Depuis le lundi 12 mai, Tripoli vit au rythme des tirs et des explosions. Les habitants, terrés chez eux, sont contraints de rester éloignés des fenêtres ou de se réfugier dans les caves. La capitale libyenne est en proie à de violents affrontements, déclenchés par l’annonce de la mort de « Ghaniwa, » chef d’un des plus puissants groupes armés de la ville, et qui ont déjà fait au moins six morts.

« Il n’y a pas de route sécurisée. Pouvez-vous imaginer une capitale entière sans aucune route sécurisée qu’on peut prendre ? », s’indigne Sara Nader, 21 ans, cloîtrée chez elle depuis le début des combats. « Je connais personnellement une femme qui a dû accoucher chez elle, car aucune ambulance n’a pu venir l’aider. »

Ce conflit, qui oppose la Brigade 444 à la force Radaa, deux factions liées au pouvoir, suscite une vive inquiétude et une profonde incompréhension parmi les Tripolitains. « Les combats sont extrêmement intenses, pas comme ce que nous avons pu vivre avant », témoigne une habitante de 31 ans, souhaitant rester anonyme. « Et c’est la première fois qu’un Premier ministre annonce une opération dans des zones densément peuplées. »

« Les membres du gouvernement s’entretuent », s’interroge l’habitante. « Nous ne comprenons pas le but de cette opération militaire. Nous ne comprenons pas en quoi elle sert l’intérêt des Libyens. »

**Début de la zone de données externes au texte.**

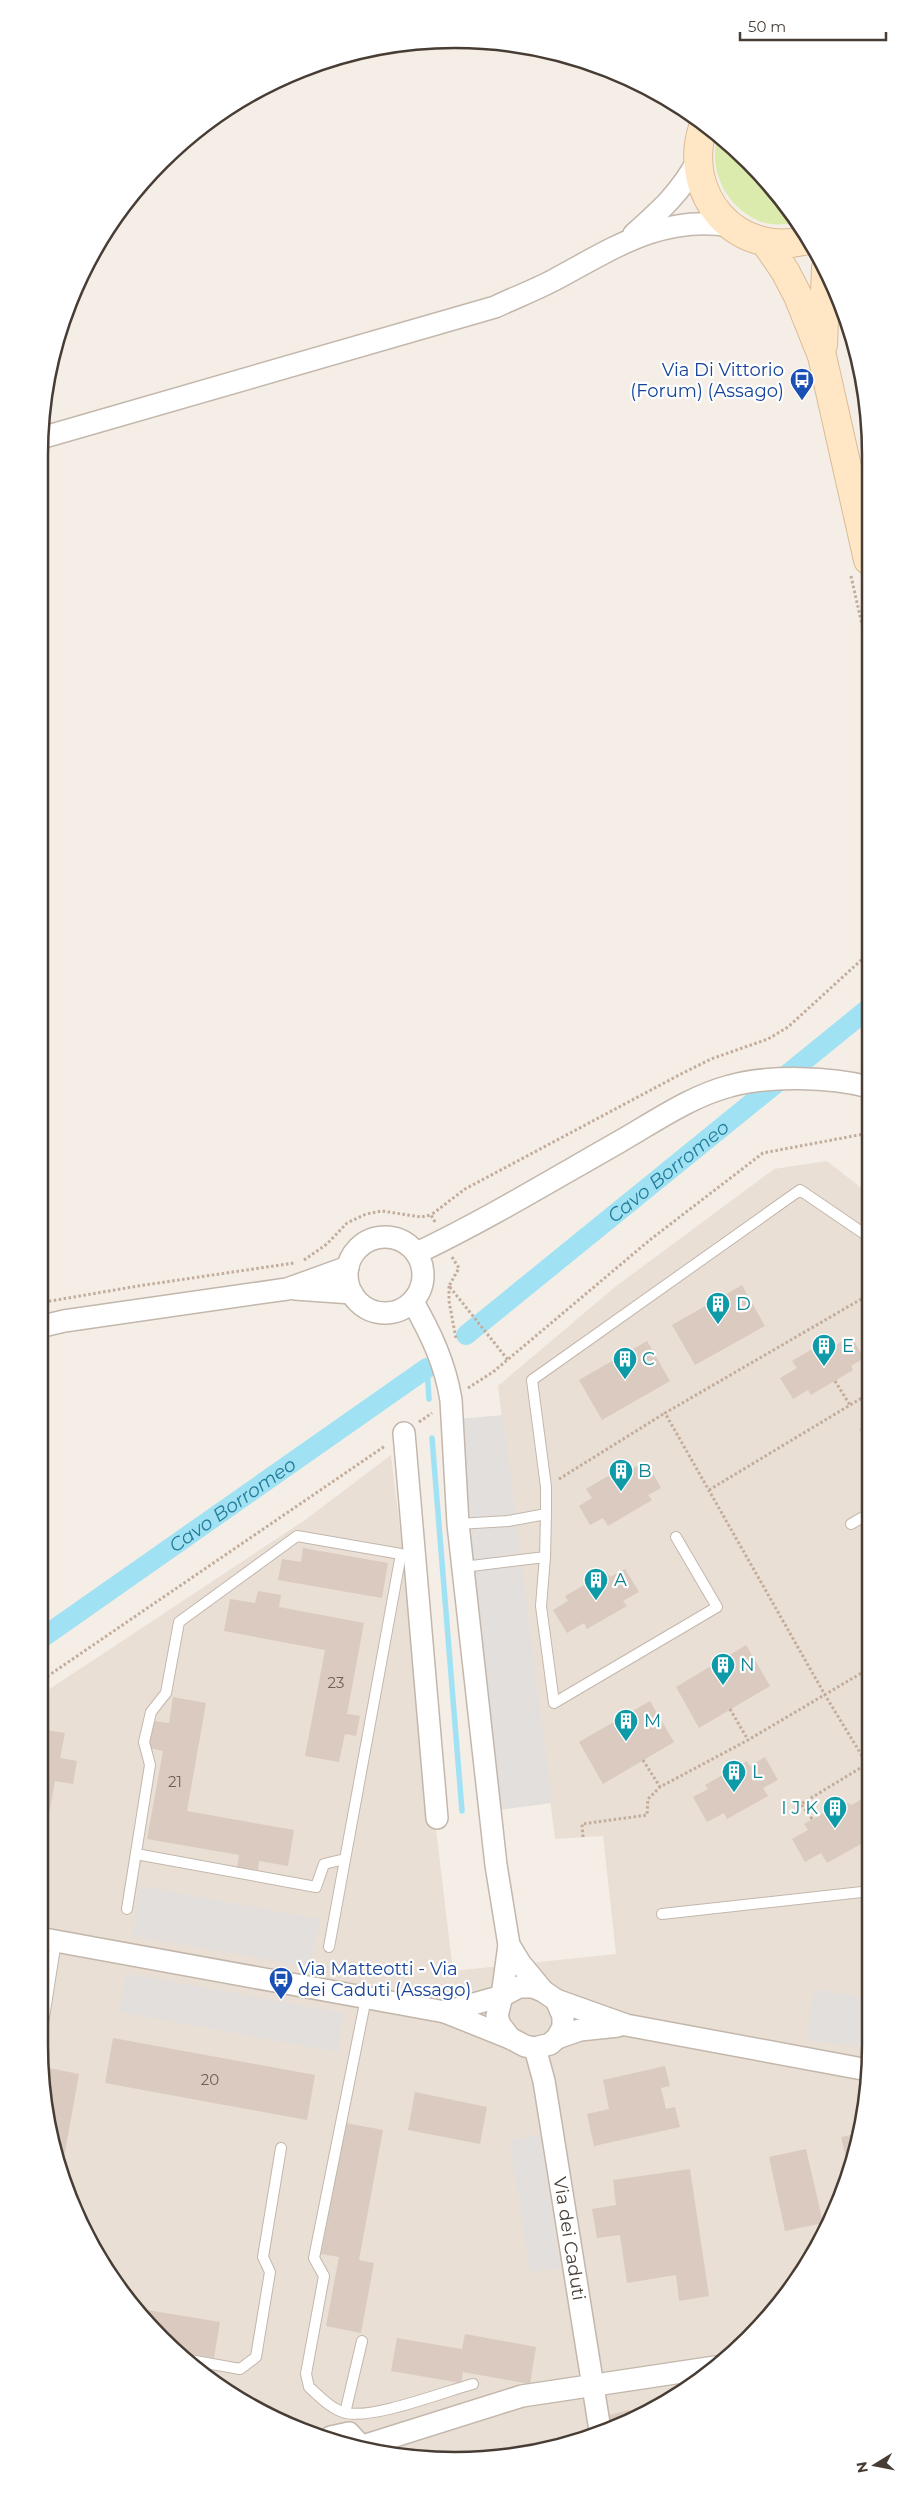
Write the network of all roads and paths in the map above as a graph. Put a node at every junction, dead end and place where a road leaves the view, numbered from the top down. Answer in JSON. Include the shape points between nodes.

Prise en otage par la rivalité entre milices censées assurer la sécurité de la capitale depuis la révolution de 2011, la population de Tripoli redoute un conflit qui s’éternise et qui menace de plonger la ville dans un chaos encore plus profond. La situation humanitaire se dégrade rapidement, avec des difficultés d’accès aux soins et aux biens de première nécessité.

S. Tenplar Ngwadi

Laisser un commentaire

Vous avez peut-être manqué ceci ?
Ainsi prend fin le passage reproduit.